When Powell became England manager in 1996 she did so on the back of an outstanding playing pedigree, but had never coached beyond the grassroots level – though she had begun acquiring qualifications.
By his own admission Sampson "wasn't a very good player at all". Having realised at 16 he would not make it as a player, he turned his attention to coaching. He has taught amateur and professional, youth and adult, male and female. The main entries on his CV are Swansea City, where he worked in youth development under Roberto Martinez and helped bring on Joe Allen and Ben Davies, and Bristol Academy, whom he led to runners-up in the Women's FA Cup and FA Women's Super League last season. "I am young, but I have 15 years of studying and working behind me," he said.
Sampson's manner is also a change from that of Powell. She was prickly and intense with the media – and according to reports, many players too. To many, the atmosphere around the England squad was oppressive by the end.
Sampson, on today's evidence, is friendly and eager to please, almost wide-eyed in his enthusiasm for the job.
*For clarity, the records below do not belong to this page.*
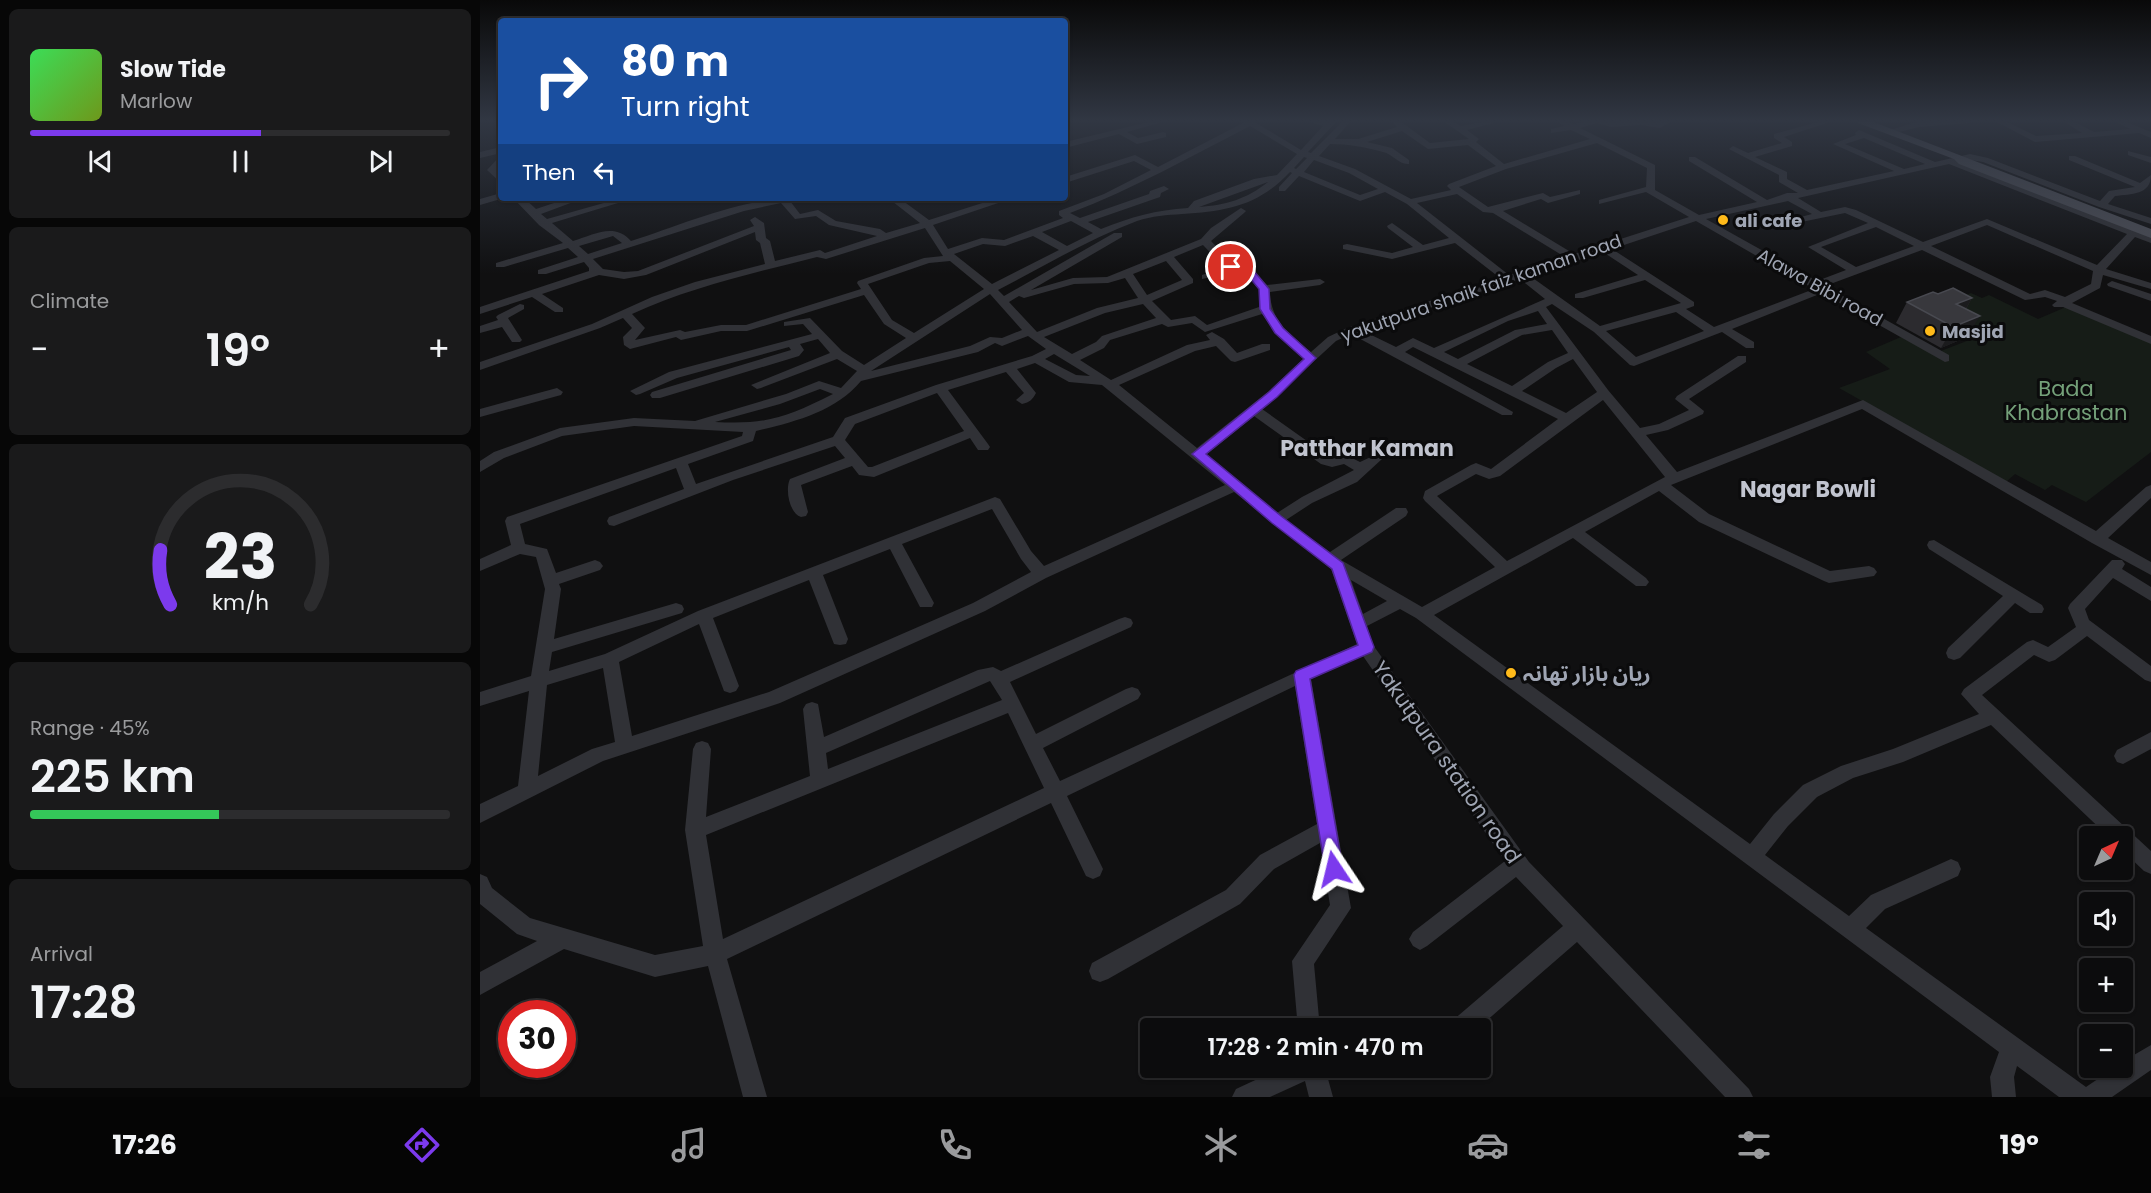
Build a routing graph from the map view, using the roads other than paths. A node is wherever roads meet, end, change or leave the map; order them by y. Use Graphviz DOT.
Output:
graph roads {
  1 [pos="1090,172"];
  2 [pos="1157,172"];
  3 [pos="1285,172"];
  4 [pos="1354,172"];
  5 [pos="1490,172"];
  6 [pos="1503,172"];
  7 [pos="1652,172"];
  8 [pos="1714,172"];
  9 [pos="1780,172"];
  10 [pos="1903,172"];
  11 [pos="1989,172"];
  12 [pos="1992,172"];
  13 [pos="1995,172"];
  14 [pos="2017,172"];
  15 [pos="2107,172"];
  16 [pos="1300,173"];
  17 [pos="1280,177"];
  18 [pos="2151,177"];
  19 [pos="1509,178"];
  20 [pos="1068,179"];
  21 [pos="2144,187"];
  22 [pos="1651,188"];
  23 [pos="1164,189"];
  24 [pos="1386,189"];
  25 [pos="1458,190"];
  26 [pos="1577,192"];
  27 [pos="1805,193"];
  28 [pos="1787,196"];
  29 [pos="498,197"];
  30 [pos="521,201"];
  31 [pos="570,201"];
  32 [pos="615,201"];
  33 [pos="778,201"];
  34 [pos="788,201"];
  35 [pos="897,201"];
  36 [pos="999,201"];
  37 [pos="480,202"];
  38 [pos="1410,202"];
  39 [pos="1602,202"];
  40 [pos="1764,202"];
  41 [pos="2102,205"];
  42 [pos="741,209"];
  43 [pos="1496,210"];
  44 [pos="1241,211"];
  45 [pos="533,213"];
  46 [pos="1195,213"];
  47 [pos="1820,215"];
  48 [pos="1696,218"];
  49 [pos="1075,220"];
  50 [pos="2151,221"];
  51 [pos="543,223"];
  52 [pos="927,224"];
  53 [pos="1785,224"];
  54 [pos="1875,224"];
  55 [pos="760,226"];
  56 [pos="1392,226"];
  57 [pos="1121,228"];
  58 [pos="2151,229"];
  59 [pos="1036,233"];
  60 [pos="1101,233"];
  61 [pos="2133,234"];
  62 [pos="2151,234"];
  63 [pos="885,237"];
  64 [pos="1457,239"];
  65 [pos="2151,240"];
  66 [pos="1204,241"];
  67 [pos="571,244"];
  68 [pos="629,245"];
  69 [pos="1923,246"];
  70 [pos="1347,247"];
  71 [pos="1602,247"];
  72 [pos="1422,249"];
  73 [pos="1066,251"];
  74 [pos="949,256"];
  75 [pos="1167,256"];
  76 [pos="586,258"];
  77 [pos="1573,258"];
  78 [pos="770,264"];
  79 [pos="500,265"];
  80 [pos="1231,267"];
  81 [pos="1855,271"];
  82 [pos="542,272"];
  83 [pos="597,272"];
  84 [pos="1127,273"];
  85 [pos="1023,274"];
  86 [pos="2098,274"];
  87 [pos="1522,275"];
  88 [pos="1646,276"];
  89 [pos="1206,277"];
  90 [pos="1507,279"];
  91 [pos="1036,282"];
  92 [pos="1320,282"];
  93 [pos="2151,286"];
  94 [pos="1820,287"];
  95 [pos="991,289"];
  96 [pos="1264,289"];
  97 [pos="867,291"];
  98 [pos="536,296"];
  99 [pos="1579,296"];
  100 [pos="2151,298"];
  101 [pos="1146,300"];
  102 [pos="1004,301"];
  103 [pos="1546,303"];
  104 [pos="2061,304"];
  105 [pos="1678,308"];
  106 [pos="1265,309"];
  107 [pos="559,310"];
  108 [pos="480,312"];
  109 [pos="625,313"];
  110 [pos="804,316"];
  111 [pos="1162,320"];
  112 [pos="505,322"];
  113 [pos="1554,326"];
  114 [pos="1205,329"];
  115 [pos="480,330"];
  116 [pos="1351,330"];
  117 [pos="1598,330"];
  118 [pos="1717,330"];
  119 [pos="1032,334"];
  120 [pos="821,335"];
  121 [pos="913,338"];
  122 [pos="735,339"];
  123 [pos="516,340"];
  124 [pos="2151,340"];
  125 [pos="1220,341"];
  126 [pos="792,343"];
  127 [pos="1750,345"];
  128 [pos="1266,347"];
  129 [pos="1054,349"];
  130 [pos="1396,352"];
  131 [pos="1435,352"];
  132 [pos="838,354"];
  133 [pos="1575,354"];
  134 [pos="1311,358"];
  135 [pos="1946,358"];
  136 [pos="1036,359"];
  137 [pos="1742,359"];
  138 [pos="1070,360"];
  139 [pos="1458,364"];
  140 [pos="480,366"];
  141 [pos="1009,367"];
  142 [pos="860,375"];
  143 [pos="1107,383"];
  144 [pos="757,385"];
  145 [pos="940,388"];
  146 [pos="558,392"];
  147 [pos="636,392"];
  148 [pos="1512,392"];
  149 [pos="844,393"];
  150 [pos="1604,393"];
  151 [pos="656,395"];
  152 [pos="1022,400"];
  153 [pos="1254,410"];
  154 [pos="1508,412"];
  155 [pos="480,413"];
  156 [pos="1567,418"];
  157 [pos="695,424"];
  158 [pos="750,428"];
  159 [pos="973,432"];
  160 [pos="1637,433"];
  161 [pos="838,440"];
  162 [pos="984,447"];
  163 [pos="1198,454"];
  164 [pos="1375,459"];
  165 [pos="854,460"];
  166 [pos="680,461"];
  167 [pos="480,467"];
  168 [pos="1363,470"];
  169 [pos="1674,477"];
  170 [pos="1660,484"];
  171 [pos="1235,486"];
  172 [pos="2151,490"];
  173 [pos="692,491"];
  174 [pos="801,512"];
  175 [pos="1401,512"];
  176 [pos="1276,520"];
  177 [pos="614,521"];
  178 [pos="1574,531"];
  179 [pos="2097,539"];
  180 [pos="893,541"];
  181 [pos="1934,545"];
  182 [pos="519,548"];
  183 [pos="2125,555"];
  184 [pos="1334,563"];
  185 [pos="480,565"];
  186 [pos="595,566"];
  187 [pos="1505,568"];
  188 [pos="2151,569"];
  189 [pos="2112,570"];
  190 [pos="1869,572"];
  191 [pos="814,573"];
  192 [pos="1041,574"];
  193 [pos="551,581"];
  194 [pos="1641,582"];
  195 [pos="2013,594"];
  196 [pos="2151,595"];
  197 [pos="1400,602"];
  198 [pos="926,603"];
  199 [pos="676,609"];
  200 [pos="2036,609"];
  201 [pos="1422,614"];
  202 [pos="704,615"];
  203 [pos="1125,622"];
  204 [pos="1359,623"];
  205 [pos="2082,623"];
  206 [pos="840,639"];
  207 [pos="1366,647"];
  208 [pos="544,648"];
  209 [pos="1954,653"];
  210 [pos="610,658"];
  211 [pos="1302,675"];
  212 [pos="2151,675"];
  213 [pos="1000,679"];
  214 [pos="539,680"];
  215 [pos="730,686"];
  216 [pos="1132,694"];
  217 [pos="480,699"];
  218 [pos="1012,704"];
  219 [pos="812,709"];
  220 [pos="1993,716"];
  221 [pos="2151,740"];
  222 [pos="1032,746"];
  223 [pos="625,747"];
  224 [pos="702,749"];
  225 [pos="817,749"];
  226 [pos="2123,756"];
  227 [pos="820,781"];
  228 [pos="527,792"];
  229 [pos="1055,794"];
  230 [pos="480,814"];
  231 [pos="1327,829"];
  232 [pos="695,830"];
  233 [pos="2147,853"];
  234 [pos="1752,856"];
  235 [pos="1518,863"];
  236 [pos="1092,869"];
  237 [pos="1951,869"];
  238 [pos="482,892"];
  239 [pos="1578,927"];
  240 [pos="1850,929"];
  241 [pos="564,938"];
  242 [pos="1420,939"];
  243 [pos="715,954"];
  244 [pos="1100,971"];
  245 [pos="480,984"];
  246 [pos="1308,1018"];
  247 [pos="1473,1018"];
  248 [pos="2012,1048"];
  249 [pos="2151,1056"];
  250 [pos="1285,1078"];
  251 [pos="1316,1078"];
  252 [pos="755,1097"];
  253 [pos="1244,1097"];
  254 [pos="1322,1097"];
  255 [pos="1741,1097"];
  256 [pos="2004,1097"];
  257 [pos="2079,1097"];
  258 [pos="2092,1097"];
  1 -- 20 [label="street"];
  2 -- 49 [label="street"];
  3 -- 17 [label="street"];
  4 -- 24 [label="street"];
  5 -- 25 [label="street"];
  6 -- 19 [label="street"];
  7 -- 22 [label="street"];
  8 -- 40 [label="street"];
  9 -- 27 [label="street"];
  10 -- 27 [label="street, yakutpura shaik faiz kaman road"];
  11 -- 61 [label="street"];
  12 -- 62 [label="main road"];
  13 -- 58 [label="main road"];
  14 -- 41 [label="street"];
  15 -- 21 [label="street"];
  16 -- 24 [label="street"];
  16 -- 44 [label="street"];
  17 -- 46 [label="street"];
  17 -- 46 [label="street"];
  18 -- 21 [label="street"];
  21 -- 41 [label="street"];
  22 -- 39 [label="street"];
  22 -- 48 [label="street, Alawa Bibi road"];
  23 -- 49 [label="street"];
  24 -- 38 [label="street"];
  25 -- 38 [label="street"];
  25 -- 43 [label="street"];
  26 -- 43 [label="street"];
  27 -- 28 [label="street, yakutpura shaik faiz kaman road"];
  28 -- 40 [label="street, yakutpura shaik faiz kaman road"];
  28 -- 47 [label="street"];
  29 -- 37 [label="street"];
  30 -- 45 [label="street"];
  31 -- 45 [label="street"];
  32 -- 51 [label="street"];
  33 -- 42 [label="street"];
  34 -- 63 [label="street"];
  35 -- 52 [label="street"];
  36 -- 52 [label="street"];
  38 -- 64 [label="street"];
  40 -- 48 [label="street, yakutpura shaik faiz kaman road"];
  41 -- 50 [label="street"];
  42 -- 55 [label="street"];
  42 -- 68 [label="street"];
  43 -- 77 [label="street"];
  44 -- 46 [label="street"];
  44 -- 66 [label="street"];
  45 -- 51 [label="street"];
  46 -- 57 [label="street"];
  47 -- 53 [label="street"];
  47 -- 54 [label="street"];
  48 -- 71 [label="street, yakutpura shaik faiz kaman road"];
  48 -- 94 [label="street, Alawa Bibi road"];
  49 -- 59 [label="street"];
  49 -- 60 [label="street"];
  51 -- 67 [label="street"];
  52 -- 63 [label="street"];
  52 -- 74 [label="street"];
  54 -- 69 [label="street"];
  54 -- 81 [label="street"];
  55 -- 78 [label="street"];
  55 -- 83 [label="street"];
  56 -- 72 [label="street"];
  57 -- 60 [label="street"];
  57 -- 91 [label="street"];
  59 -- 73 [label="street"];
  59 -- 74 [label="street"];
  60 -- 73 [label="street"];
  61 -- 65 [label="street"];
  61 -- 86 [label="street"];
  63 -- 78 [label="street"];
  64 -- 72 [label="street"];
  64 -- 90 [label="street"];
  66 -- 75 [label="street"];
  66 -- 80 [label="street"];
  67 -- 68 [label="street"];
  67 -- 76 [label="street"];
  67 -- 79 [label="street"];
  68 -- 76 [label="street"];
  69 -- 81 [label="street"];
  69 -- 86 [label="street"];
  69 -- 104 [label="street"];
  70 -- 72 [label="street"];
  71 -- 77 [label="street, yakutpura shaik faiz kaman road"];
  71 -- 88 [label="street"];
  73 -- 85 [label="street"];
  74 -- 95 [label="street"];
  74 -- 97 [label="street"];
  75 -- 84 [label="street"];
  75 -- 101 [label="street"];
  76 -- 82 [label="street"];
  76 -- 83 [label="street"];
  77 -- 87 [label="street, yakutpura shaik faiz kaman road"];
  78 -- 109 [label="street"];
  80 -- 89 [label="street"];
  80 -- 96 [label="street"];
  81 -- 94 [label="street"];
  83 -- 98 [label="street"];
  84 -- 101 [label="street"];
  84 -- 102 [label="street"];
  85 -- 91 [label="street"];
  85 -- 95 [label="street"];
  86 -- 93 [label="street"];
  86 -- 100 [label="street"];
  86 -- 104 [label="street"];
  87 -- 90 [label="street, yakutpura shaik faiz kaman road"];
  87 -- 103 [label="street"];
  88 -- 99 [label="street"];
  88 -- 105 [label="street"];
  90 -- 116 [label="street, yakutpura shaik faiz kaman road"];
  91 -- 102 [label="street"];
  92 -- 96 [label="street"];
  94 -- 118 [label="street"];
  94 -- 135 [label="street, Alawa Bibi road"];
  95 -- 102 [label="street"];
  95 -- 121 [label="street"];
  96 -- 106 [label="street"];
  97 -- 110 [label="street"];
  97 -- 121 [label="street"];
  98 -- 107 [label="street"];
  98 -- 108 [label="street"];
  98 -- 112 [label="street"];
  101 -- 111 [label="street"];
  101 -- 119 [label="street"];
  102 -- 119 [label="street"];
  103 -- 113 [label="street"];
  103 -- 117 [label="street"];
  103 -- 131 [label="street"];
  104 -- 124 [label="street"];
  105 -- 117 [label="street"];
  105 -- 118 [label="street"];
  106 -- 114 [label="street"];
  106 -- 134 [label="street"];
  109 -- 110 [label="street"];
  109 -- 140 [label="street"];
  110 -- 120 [label="street"];
  110 -- 122 [label="street"];
  111 -- 114 [label="street"];
  111 -- 138 [label="street"];
  112 -- 115 [label="street"];
  112 -- 123 [label="street"];
  113 -- 133 [label="street"];
  113 -- 139 [label="street"];
  114 -- 125 [label="street"];
  116 -- 130 [label="street"];
  116 -- 134 [label="street, yakutpura shaik faiz kaman road"];
  117 -- 118 [label="street"];
  118 -- 127 [label="street"];
  119 -- 129 [label="street"];
  119 -- 142 [label="street"];
  120 -- 126 [label="street"];
  120 -- 132 [label="street"];
  121 -- 142 [label="street"];
  125 -- 128 [label="street"];
  125 -- 143 [label="street"];
  126 -- 147 [label="street"];
  126 -- 151 [label="street"];
  129 -- 136 [label="street"];
  129 -- 138 [label="street"];
  130 -- 131 [label="street"];
  130 -- 154 [label="street"];
  131 -- 139 [label="street"];
  132 -- 142 [label="street"];
  132 -- 144 [label="street"];
  133 -- 148 [label="street"];
  133 -- 150 [label="street"];
  134 -- 153 [label="street, yakutpura shaik faiz kaman road"];
  136 -- 141 [label="street"];
  136 -- 143 [label="street"];
  137 -- 160 [label="street"];
  138 -- 143 [label="street"];
  139 -- 148 [label="street"];
  141 -- 145 [label="street"];
  141 -- 152 [label="street"];
  142 -- 149 [label="street"];
  143 -- 163 [label="street"];
  145 -- 159 [label="street"];
  145 -- 161 [label="street"];
  146 -- 155 [label="street"];
  148 -- 156 [label="street"];
  149 -- 157 [label="street"];
  149 -- 158 [label="street"];
  150 -- 156 [label="street"];
  150 -- 160 [label="street"];
  153 -- 163 [label="street, yakutpura shaik faiz kaman road"];
  153 -- 168 [label="street"];
  156 -- 187 [label="street"];
  157 -- 158 [label="street"];
  157 -- 167 [label="street"];
  158 -- 166 [label="street"];
  159 -- 162 [label="street"];
  159 -- 165 [label="street"];
  160 -- 169 [label="street"];
  161 -- 165 [label="street"];
  161 -- 173 [label="street"];
  163 -- 171 [label="street"];
  164 -- 168 [label="street"];
  165 -- 174 [label="street"];
  166 -- 173 [label="street"];
  166 -- 182 [label="street"];
  168 -- 176 [label="street"];
  169 -- 170 [label="street"];
  169 -- 179 [label="street"];
  170 -- 178 [label="street"];
  170 -- 190 [label="street"];
  171 -- 176 [label="street"];
  171 -- 192 [label="street"];
  172 -- 179 [label="street"];
  173 -- 177 [label="street"];
  175 -- 184 [label="street"];
  176 -- 184 [label="street"];
  178 -- 187 [label="street"];
  178 -- 194 [label="street"];
  179 -- 183 [label="street"];
  180 -- 191 [label="street"];
  180 -- 192 [label="street"];
  180 -- 198 [label="street"];
  181 -- 195 [label="street"];
  182 -- 185 [label="street"];
  182 -- 193 [label="street"];
  183 -- 188 [label="street"];
  183 -- 189 [label="street"];
  184 -- 197 [label="street"];
  184 -- 204 [label="street, Yakutpura station road"];
  186 -- 193 [label="street"];
  187 -- 201 [label="street"];
  189 -- 196 [label="street"];
  189 -- 205 [label="street"];
  191 -- 202 [label="street"];
  191 -- 206 [label="street"];
  192 -- 223 [label="street"];
  193 -- 208 [label="street"];
  195 -- 200 [label="street"];
  195 -- 209 [label="street"];
  197 -- 201 [label="street"];
  197 -- 204 [label="street"];
  199 -- 208 [label="street"];
  201 -- 234 [label="street"];
  202 -- 210 [label="street"];
  202 -- 215 [label="street"];
  203 -- 213 [label="street"];
  204 -- 207 [label="street, Yakutpura station road"];
  205 -- 212 [label="street"];
  205 -- 220 [label="street"];
  207 -- 211 [label="street"];
  207 -- 235 [label="street, Yakutpura station road"];
  208 -- 214 [label="street"];
  210 -- 214 [label="street"];
  210 -- 223 [label="street"];
  211 -- 229 [label="street"];
  211 -- 231 [label="street"];
  213 -- 218 [label="street"];
  213 -- 225 [label="street"];
  214 -- 217 [label="street"];
  214 -- 228 [label="street"];
  216 -- 222 [label="street"];
  218 -- 222 [label="street"];
  218 -- 227 [label="street"];
  219 -- 225 [label="street"];
  220 -- 233 [label="street"];
  220 -- 234 [label="street"];
  221 -- 226 [label="street"];
  222 -- 229 [label="street"];
  223 -- 228 [label="street"];
  224 -- 232 [label="street"];
  225 -- 227 [label="street"];
  227 -- 232 [label="street"];
  228 -- 230 [label="street"];
  229 -- 236 [label="street"];
  229 -- 243 [label="street"];
  231 -- 244 [label="street"];
  231 -- 246 [label="street"];
  232 -- 243 [label="street"];
  234 -- 240 [label="street"];
  235 -- 239 [label="street, Yakutpura station road"];
  235 -- 242 [label="street"];
  237 -- 240 [label="street"];
  238 -- 241 [label="street"];
  239 -- 247 [label="street"];
  239 -- 255 [label="street, Yakutpura station road"];
  240 -- 248 [label="street"];
  241 -- 243 [label="street"];
  241 -- 245 [label="street"];
  243 -- 252 [label="street"];
  248 -- 256 [label="street"];
  248 -- 257 [label="street"];
  249 -- 258 [label="street"];
  250 -- 253 [label="street"];
  251 -- 254 [label="street"];
}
He said he would demand that his players are professional in attitude on and off the pitch but there would be space for "laughs" as well as "blood, sweat and tears".
Sampson paid a warm and justified tribute to Powell's pioneering work and revealed she had congratulated him on his appointment and offered any support he required. He also hopes to tap into the knowledge of Roy Hodgson, whose office at St George's Park is next door.
This may be necessary as there is a glaring hole in Sampson's CV when it comes to the international game. He has travelled widely and been involved by the FA (who have clearly had their eye on him for some time) in various international set-ups, but admits there is no substitute for actually participating.
To that end he has brought in Marieanne Spacey as his assistant. Spacey won 91 caps for England, has management and coaching experience and, as Sampson said, "will command instant respect from the players". The experience of Brent Hills, Powell's former assistant, who won all four World Cup 2015 qualifiers as caretaker manager this autumn, will also be available. He has been appointed the FA's first head of women's elite development.
But the buck stops with Sampson and he made clear in his first squad that he will be his own man. The US-based Lianne Sanderson, who fell out with Powell and refused to play for her, has been recalled. Gilly Flaherty and Jodie Taylor, whom many thought should have been introduced to the England set-up long ago, have been called up for the first time.
They are among six uncapped players in a 30-woman squad which will enjoy a week's training in La Manga next month concluding with a friendly against Norway.
One player who will not be there is Rachel Yankey, England's most capped player, male or female. She has been omitted and, at 34, may not return, though she has come back before and Sampson said "the door remains open".
Also absent will be Powell's captain and star player, Casey Stoney and Kelly Smith respectively, but in both cases that is due to fitness issues. Sampson is yet to appoint his captain, but will need a new one, if only temporarily, for the Norway match.
All three of these players are older than Sampson, their absence means all but goalkeeper Rachel Brown-Finnis are younger than the new man. This is, he said with a laugh, a coincidence.
No target has been set, by FA chairman Greg Dyke or himself, but with the growing investment in the game, England will expect to qualify for the 2015 World Cup, then reach the last eight.
England training squad
Goalkeepers K Bardsley (Man City), R Brown-Finnis (Everton), S Chamberlain (Bristol Academy)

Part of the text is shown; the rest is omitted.